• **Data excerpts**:
**********

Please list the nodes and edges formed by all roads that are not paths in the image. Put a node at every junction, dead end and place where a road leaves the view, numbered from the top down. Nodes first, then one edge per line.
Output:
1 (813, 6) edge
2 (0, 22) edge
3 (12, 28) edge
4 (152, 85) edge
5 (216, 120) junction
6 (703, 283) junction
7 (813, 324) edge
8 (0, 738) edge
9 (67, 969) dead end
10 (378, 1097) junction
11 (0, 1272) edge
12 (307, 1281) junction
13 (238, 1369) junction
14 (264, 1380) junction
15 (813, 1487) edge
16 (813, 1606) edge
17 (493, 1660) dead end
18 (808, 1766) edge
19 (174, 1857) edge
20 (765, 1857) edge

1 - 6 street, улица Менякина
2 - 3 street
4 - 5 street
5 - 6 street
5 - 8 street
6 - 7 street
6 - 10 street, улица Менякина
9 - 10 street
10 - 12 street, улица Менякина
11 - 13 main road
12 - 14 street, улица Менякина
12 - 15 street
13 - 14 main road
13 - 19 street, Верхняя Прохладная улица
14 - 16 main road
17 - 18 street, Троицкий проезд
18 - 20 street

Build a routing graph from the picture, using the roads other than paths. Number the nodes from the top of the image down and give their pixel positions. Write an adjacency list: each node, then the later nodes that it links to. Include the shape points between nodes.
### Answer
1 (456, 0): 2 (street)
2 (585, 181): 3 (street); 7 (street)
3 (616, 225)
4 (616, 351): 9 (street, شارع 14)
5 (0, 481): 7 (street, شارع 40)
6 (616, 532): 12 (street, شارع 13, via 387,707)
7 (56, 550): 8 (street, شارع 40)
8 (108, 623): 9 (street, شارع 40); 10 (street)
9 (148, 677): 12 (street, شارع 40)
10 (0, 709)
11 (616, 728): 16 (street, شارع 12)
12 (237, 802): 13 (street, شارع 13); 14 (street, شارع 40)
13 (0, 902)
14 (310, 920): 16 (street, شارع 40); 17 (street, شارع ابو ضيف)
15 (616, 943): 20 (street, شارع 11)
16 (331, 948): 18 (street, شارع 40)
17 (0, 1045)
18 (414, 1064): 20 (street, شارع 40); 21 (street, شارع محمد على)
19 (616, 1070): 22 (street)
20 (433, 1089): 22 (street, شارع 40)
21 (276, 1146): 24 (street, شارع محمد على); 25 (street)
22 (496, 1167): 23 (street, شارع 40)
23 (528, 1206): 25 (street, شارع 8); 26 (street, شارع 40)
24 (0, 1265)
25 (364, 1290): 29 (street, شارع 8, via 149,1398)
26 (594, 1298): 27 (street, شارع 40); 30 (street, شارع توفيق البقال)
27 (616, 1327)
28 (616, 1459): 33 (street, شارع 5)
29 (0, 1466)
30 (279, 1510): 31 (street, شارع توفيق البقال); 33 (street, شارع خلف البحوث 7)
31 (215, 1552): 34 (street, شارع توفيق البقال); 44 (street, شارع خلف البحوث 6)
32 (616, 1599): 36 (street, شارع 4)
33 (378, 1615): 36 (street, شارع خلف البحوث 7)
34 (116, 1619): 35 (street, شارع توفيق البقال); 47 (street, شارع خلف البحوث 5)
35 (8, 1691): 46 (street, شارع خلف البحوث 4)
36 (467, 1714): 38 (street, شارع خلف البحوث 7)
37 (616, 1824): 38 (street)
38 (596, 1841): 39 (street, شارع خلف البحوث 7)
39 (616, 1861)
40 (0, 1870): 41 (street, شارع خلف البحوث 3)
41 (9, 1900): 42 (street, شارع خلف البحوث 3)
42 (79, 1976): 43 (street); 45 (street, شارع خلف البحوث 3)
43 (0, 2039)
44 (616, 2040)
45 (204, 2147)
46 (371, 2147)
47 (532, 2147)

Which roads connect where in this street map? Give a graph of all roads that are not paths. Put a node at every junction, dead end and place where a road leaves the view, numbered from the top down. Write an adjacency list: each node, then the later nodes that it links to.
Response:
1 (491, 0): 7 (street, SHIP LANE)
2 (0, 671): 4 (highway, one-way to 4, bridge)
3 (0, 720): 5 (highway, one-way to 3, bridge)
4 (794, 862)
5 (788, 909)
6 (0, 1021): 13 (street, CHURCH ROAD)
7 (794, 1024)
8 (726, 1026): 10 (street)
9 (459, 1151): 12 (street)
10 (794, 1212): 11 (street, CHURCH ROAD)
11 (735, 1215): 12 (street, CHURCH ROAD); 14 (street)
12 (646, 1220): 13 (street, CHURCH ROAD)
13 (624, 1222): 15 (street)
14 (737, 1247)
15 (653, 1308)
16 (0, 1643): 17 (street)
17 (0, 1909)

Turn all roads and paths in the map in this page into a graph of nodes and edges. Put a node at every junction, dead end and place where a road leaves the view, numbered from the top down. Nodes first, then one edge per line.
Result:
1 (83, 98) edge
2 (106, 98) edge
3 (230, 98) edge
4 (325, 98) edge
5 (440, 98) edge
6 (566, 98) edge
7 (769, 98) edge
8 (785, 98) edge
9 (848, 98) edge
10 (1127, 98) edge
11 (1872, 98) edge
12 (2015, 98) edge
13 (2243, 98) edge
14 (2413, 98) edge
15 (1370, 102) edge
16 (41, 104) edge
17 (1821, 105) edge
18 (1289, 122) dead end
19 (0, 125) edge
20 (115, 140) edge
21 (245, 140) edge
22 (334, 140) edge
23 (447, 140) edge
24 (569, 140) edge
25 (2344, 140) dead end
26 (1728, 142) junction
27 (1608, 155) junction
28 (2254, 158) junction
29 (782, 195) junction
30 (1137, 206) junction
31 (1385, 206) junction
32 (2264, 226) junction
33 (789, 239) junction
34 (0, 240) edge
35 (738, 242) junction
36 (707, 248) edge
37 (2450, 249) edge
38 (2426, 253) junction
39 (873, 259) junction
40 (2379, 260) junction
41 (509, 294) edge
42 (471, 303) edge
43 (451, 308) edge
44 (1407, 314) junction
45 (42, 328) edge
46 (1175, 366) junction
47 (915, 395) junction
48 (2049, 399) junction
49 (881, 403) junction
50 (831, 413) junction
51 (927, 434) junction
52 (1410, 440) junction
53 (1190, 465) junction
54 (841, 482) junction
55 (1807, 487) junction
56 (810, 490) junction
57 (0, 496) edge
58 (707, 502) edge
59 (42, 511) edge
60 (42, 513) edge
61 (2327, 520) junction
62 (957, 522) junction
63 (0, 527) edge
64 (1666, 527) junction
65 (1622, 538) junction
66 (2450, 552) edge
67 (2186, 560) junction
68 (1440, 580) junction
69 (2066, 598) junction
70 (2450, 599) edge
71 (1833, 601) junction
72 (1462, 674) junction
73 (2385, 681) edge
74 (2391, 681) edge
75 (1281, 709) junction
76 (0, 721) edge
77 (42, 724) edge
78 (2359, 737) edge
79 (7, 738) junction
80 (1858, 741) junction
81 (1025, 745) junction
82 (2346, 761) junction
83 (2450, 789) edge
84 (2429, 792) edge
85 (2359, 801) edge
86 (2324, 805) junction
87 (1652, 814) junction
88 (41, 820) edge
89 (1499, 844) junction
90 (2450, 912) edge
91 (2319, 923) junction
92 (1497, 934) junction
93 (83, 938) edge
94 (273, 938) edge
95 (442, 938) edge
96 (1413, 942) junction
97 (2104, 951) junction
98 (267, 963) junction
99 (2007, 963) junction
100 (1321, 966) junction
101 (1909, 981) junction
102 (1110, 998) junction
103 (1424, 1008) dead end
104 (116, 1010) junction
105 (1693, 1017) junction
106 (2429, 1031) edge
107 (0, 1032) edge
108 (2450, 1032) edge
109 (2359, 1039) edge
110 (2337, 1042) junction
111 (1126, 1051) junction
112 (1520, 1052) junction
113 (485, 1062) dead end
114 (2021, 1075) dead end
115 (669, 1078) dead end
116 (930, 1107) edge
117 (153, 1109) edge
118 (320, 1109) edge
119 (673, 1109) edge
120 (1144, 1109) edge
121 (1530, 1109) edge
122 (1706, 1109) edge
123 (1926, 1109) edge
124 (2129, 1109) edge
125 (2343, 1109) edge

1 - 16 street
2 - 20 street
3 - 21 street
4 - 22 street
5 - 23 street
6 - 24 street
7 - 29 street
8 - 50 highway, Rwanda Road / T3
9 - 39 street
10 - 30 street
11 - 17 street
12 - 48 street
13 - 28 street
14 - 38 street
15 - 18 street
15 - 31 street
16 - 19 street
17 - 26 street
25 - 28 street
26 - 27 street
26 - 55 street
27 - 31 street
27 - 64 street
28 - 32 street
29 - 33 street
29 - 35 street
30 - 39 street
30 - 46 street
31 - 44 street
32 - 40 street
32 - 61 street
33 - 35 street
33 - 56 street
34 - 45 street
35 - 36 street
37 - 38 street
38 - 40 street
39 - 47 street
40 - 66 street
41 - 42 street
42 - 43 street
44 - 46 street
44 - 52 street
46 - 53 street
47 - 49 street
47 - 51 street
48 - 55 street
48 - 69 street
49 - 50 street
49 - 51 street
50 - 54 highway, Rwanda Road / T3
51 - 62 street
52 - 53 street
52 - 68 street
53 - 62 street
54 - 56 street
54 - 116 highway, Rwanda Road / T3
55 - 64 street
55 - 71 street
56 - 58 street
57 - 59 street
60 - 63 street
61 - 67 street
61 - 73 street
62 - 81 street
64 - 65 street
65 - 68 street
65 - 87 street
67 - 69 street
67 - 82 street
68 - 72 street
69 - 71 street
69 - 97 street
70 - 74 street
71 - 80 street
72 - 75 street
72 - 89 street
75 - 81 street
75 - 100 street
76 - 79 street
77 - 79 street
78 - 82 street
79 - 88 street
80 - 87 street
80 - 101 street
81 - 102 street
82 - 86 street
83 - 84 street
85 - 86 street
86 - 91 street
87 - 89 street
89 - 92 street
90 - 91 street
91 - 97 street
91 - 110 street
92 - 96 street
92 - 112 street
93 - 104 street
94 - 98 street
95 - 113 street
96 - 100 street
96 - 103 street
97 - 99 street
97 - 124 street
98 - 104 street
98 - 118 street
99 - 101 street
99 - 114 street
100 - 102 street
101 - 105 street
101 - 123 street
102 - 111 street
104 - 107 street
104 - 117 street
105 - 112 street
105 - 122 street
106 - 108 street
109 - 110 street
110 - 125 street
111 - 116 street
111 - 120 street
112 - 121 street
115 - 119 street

**********

• **What you should do**: Find the word "Write" in the records, and report each line that has it.

• **Response to this exercise**:
Build a routing graph from the picture, using the roads other than paths. Number the nodes from the top of the image down and give their pixel positions. Write an adjacency list: each node, then the later nodes that it links to. Include the shape points between nodes.
Which roads connect where in this street map? Give a graph of all roads that are not paths. Put a node at every junction, dead end and place where a road leaves the view, numbered from the top down. Write an adjacency list: each node, then the later nodes that it links to.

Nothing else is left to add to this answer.